Suicide blast near Yemen intelligence: ministry

Suspected al-Qaeda militants man a checkpoint in the area of Azzan in the southern Yemeni province of Shabwa on April 3, 2012. (AFP)

Two suspected al-Qaeda suicide bombers died in Yemen when their payload exploded short of their intended target on Friday, the defense ministry said as it reported a government offensive killed over 100 militants in two days.

The ministry said on its news website 26sep.net that the bomb detonated before the bombers could reach the branch of the government intelligence agency in the main southern city of Aden.

Witnesses said one of the two men was a civilian, and a security official told AFP that the bomb went off outside the entrance gate to the building.

“Two suicide bombers belonging to the Al-Qaeda terrorist network were killed when their motorbike exploded... early Friday in Mansura” neighborhood, 26sep.net reported.

“The bomb-laden motorbike exploded with the two suicide bombers whose bodies were left in pieces before they managed to carry out their suicide attack that targeted a branch of the political security services in Mansura,” it quoted a security official as saying.

No other casualties were reported.

The ministry said the security services had identified one of the two men as Fawaz al-Subaihi, who lived in the neighborhood, while an investigation was ongoing to identify the second.

A witness in Mansura, who identified Subaihi from his remains, told AFP that the man owned a shop in the area and had “no links to al-Qaeda.”

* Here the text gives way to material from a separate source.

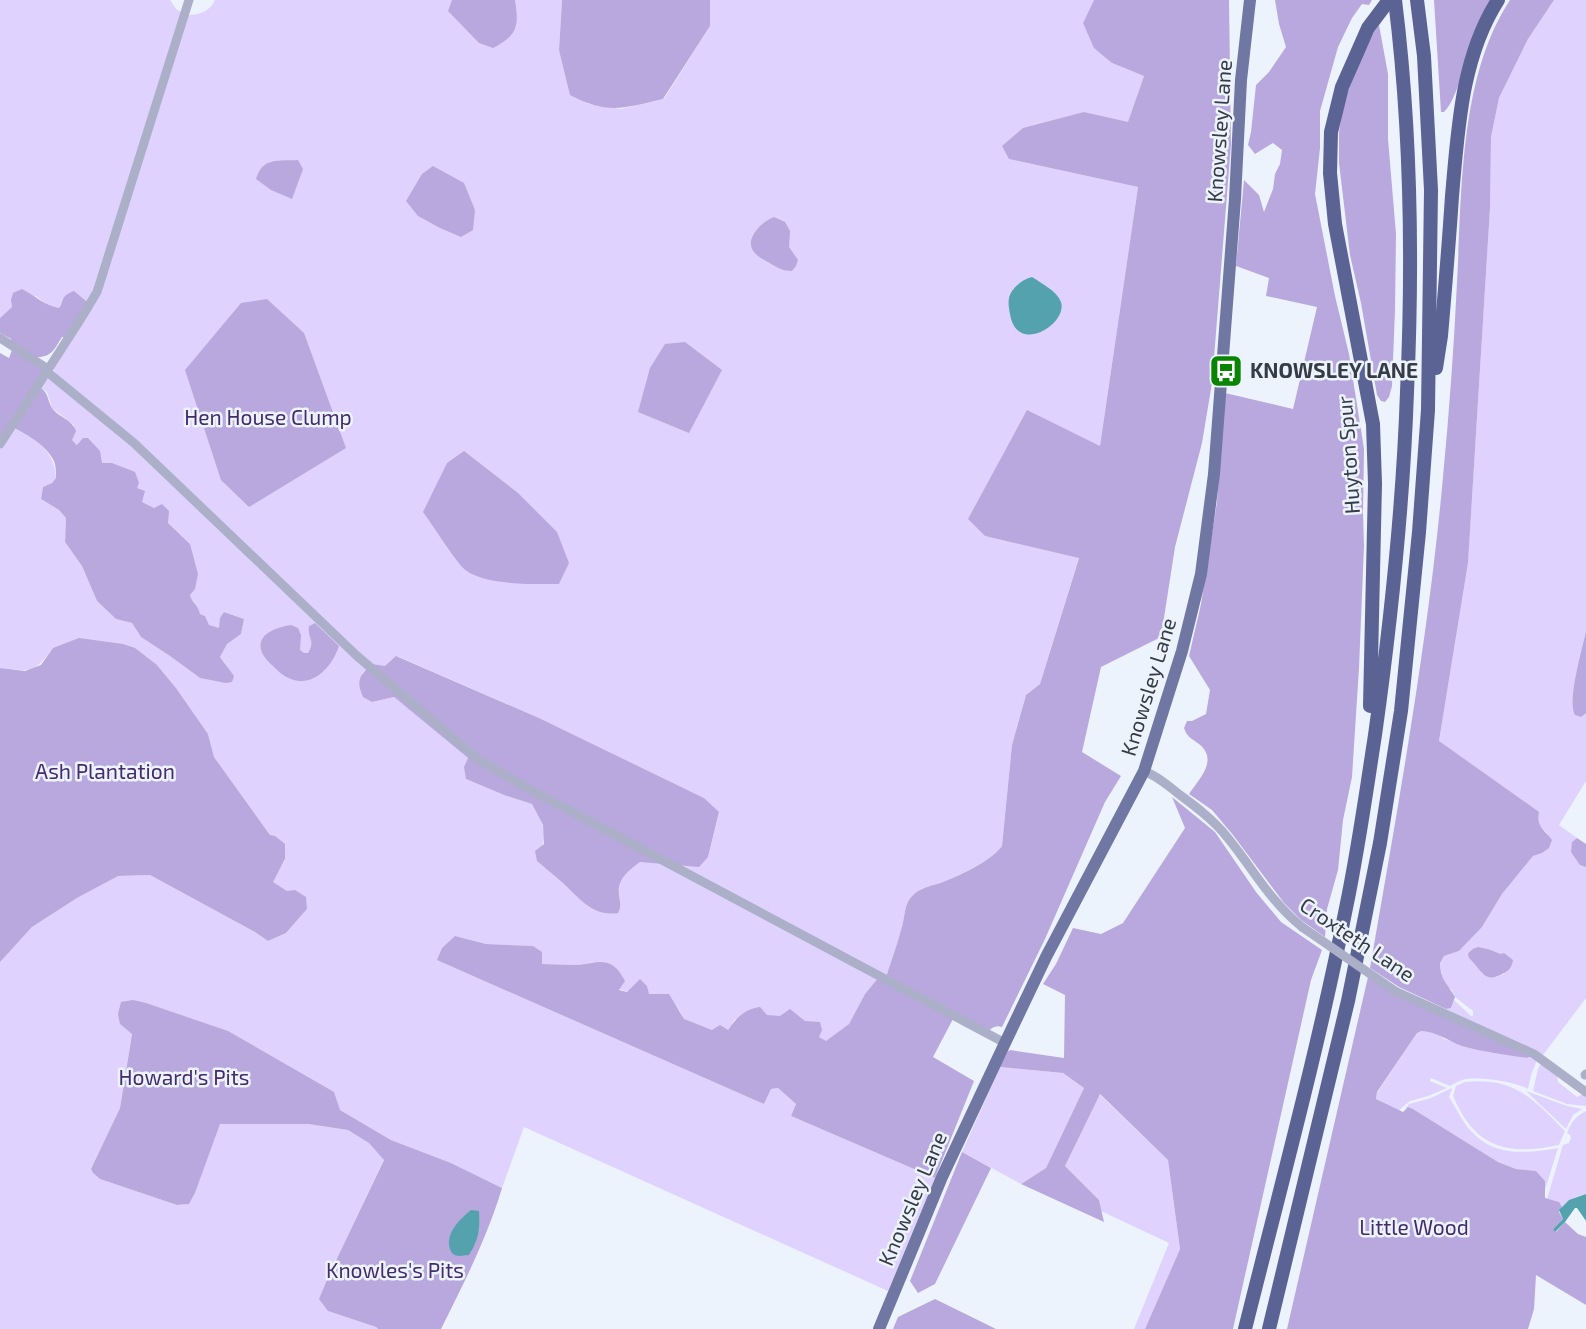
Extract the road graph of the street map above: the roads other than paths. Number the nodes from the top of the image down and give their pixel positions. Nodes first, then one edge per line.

The same witness said that the other man’s body was “torn to pieces.”

Al-Qaeda’s branch in Yemen, the self-proclaimed Partisans of Sharia (Islamic law), has exploited the decline in central government control that accompanied Arab Spring-inspired protests that eventually forced president Ali Abdullah Saleh to cede power.

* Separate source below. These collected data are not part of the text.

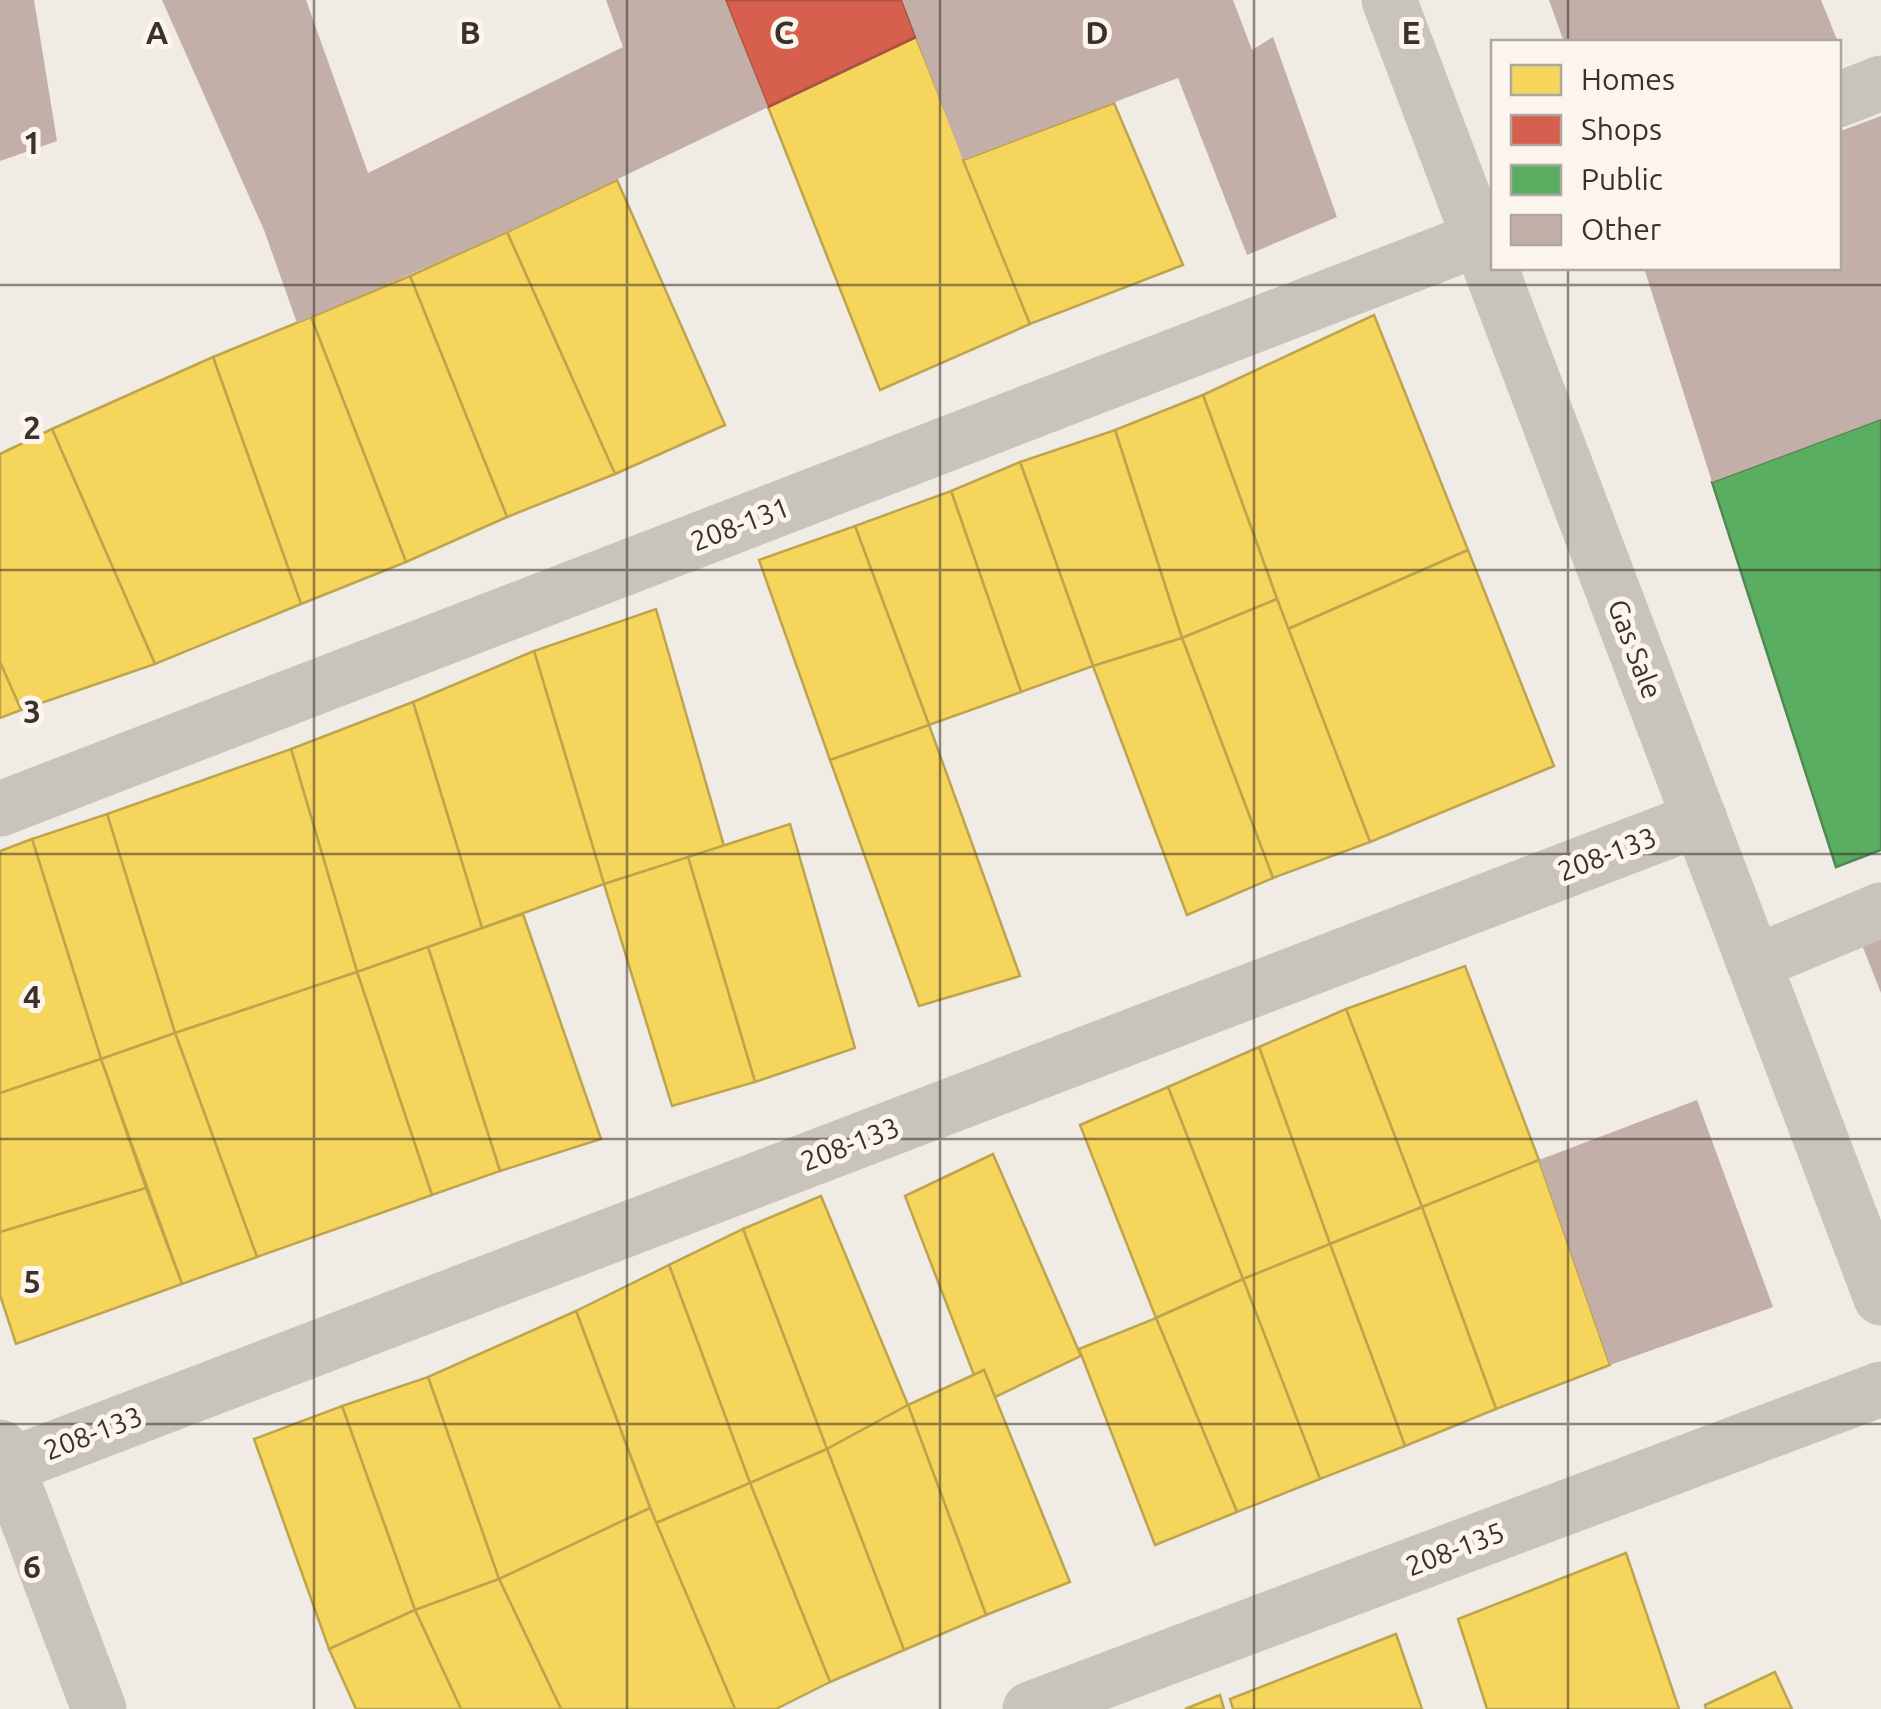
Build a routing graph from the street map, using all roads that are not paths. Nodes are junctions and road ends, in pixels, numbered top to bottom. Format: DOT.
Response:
graph roads {
  1 [pos="1389,0"];
  2 [pos="1881,83"];
  3 [pos="1841,99"];
  4 [pos="1486,236"];
  5 [pos="1498,270"];
  6 [pos="0,809"];
  7 [pos="1700,819"];
  8 [pos="1881,910"];
  9 [pos="1754,963"];
  10 [pos="1881,1298"];
  11 [pos="1881,1388"];
  12 [pos="2,1460"];
  13 [pos="99,1709"];
  14 [pos="1030,1709"];
  1 -- 4 [label="street, Gas Sale"];
  2 -- 3 [label="street"];
  4 -- 6 [label="street, 208-131"];
  5 -- 7 [label="street, Gas Sale"];
  7 -- 9 [label="street, Gas Sale"];
  7 -- 12 [label="street, 208-133"];
  8 -- 9 [label="street"];
  9 -- 10 [label="street, Gas Sale"];
  11 -- 14 [label="street, 208-135"];
  12 -- 13 [label="street"];
}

But suicide attacks targeting security forces have intensified since his successor, Abdrabuh Mandur Hadi, took office in February and vowed to continue the US-backed fight against Al-Qaeda.

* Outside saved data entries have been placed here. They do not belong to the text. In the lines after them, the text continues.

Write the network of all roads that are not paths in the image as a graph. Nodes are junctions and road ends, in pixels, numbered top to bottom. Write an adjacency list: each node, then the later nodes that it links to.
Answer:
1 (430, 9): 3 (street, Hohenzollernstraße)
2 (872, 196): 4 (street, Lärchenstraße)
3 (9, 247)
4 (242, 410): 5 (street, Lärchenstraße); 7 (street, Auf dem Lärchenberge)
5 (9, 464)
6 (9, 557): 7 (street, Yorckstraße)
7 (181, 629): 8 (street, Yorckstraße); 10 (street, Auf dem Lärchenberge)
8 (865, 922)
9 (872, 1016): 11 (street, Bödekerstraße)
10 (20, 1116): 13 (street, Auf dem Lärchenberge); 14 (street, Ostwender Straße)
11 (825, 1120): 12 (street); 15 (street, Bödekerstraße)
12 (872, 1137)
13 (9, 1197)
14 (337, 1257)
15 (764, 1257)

On the day Hadi took the oath as Yemen’s new president, 26 Republican Guard troops were killed in a suicide attack on a presidential palace in the restive country’s southeast. Al-Qaeda later claimed responsibility for the attack.

Security forces have also been locked in battles with the Partisans of Sharia in Abyan’s provincial capital, Zinjibar, since the extremists took over the city in May 2011.

In a statement issued late Thursday, Yemen’s defense ministry said that “more than 100 terrorists have been killed in Abyan over the past two days” in attacks by security forces on their strongholds.

The figures could not be verified from independent sources.

On Tuesday, a source in the Abyan town of Jaar, an al-Qaeda bastion where the militants’ casualties are usually taken, said the armed forces killed 38 Islamists in two days of air raids and shelling of their hideouts in the region.

“The war on terror and terrorist elements will continue wherever they may be, until Abyan is cleansed of terrorism,” 26sep.net quoted security officials as saying.

In recent years, the U.S. Defense Department has provided hundreds of millions of dollars worth of equipment and training designed to help Yemen’s special forces counter al-Qaeda.

The equipment has included aircraft, helicopters with night-vision cameras, sniper rifles, secure radios and bullet-proof jackets, according to the Congressional Research Service, a research arm of the U.S. Congress.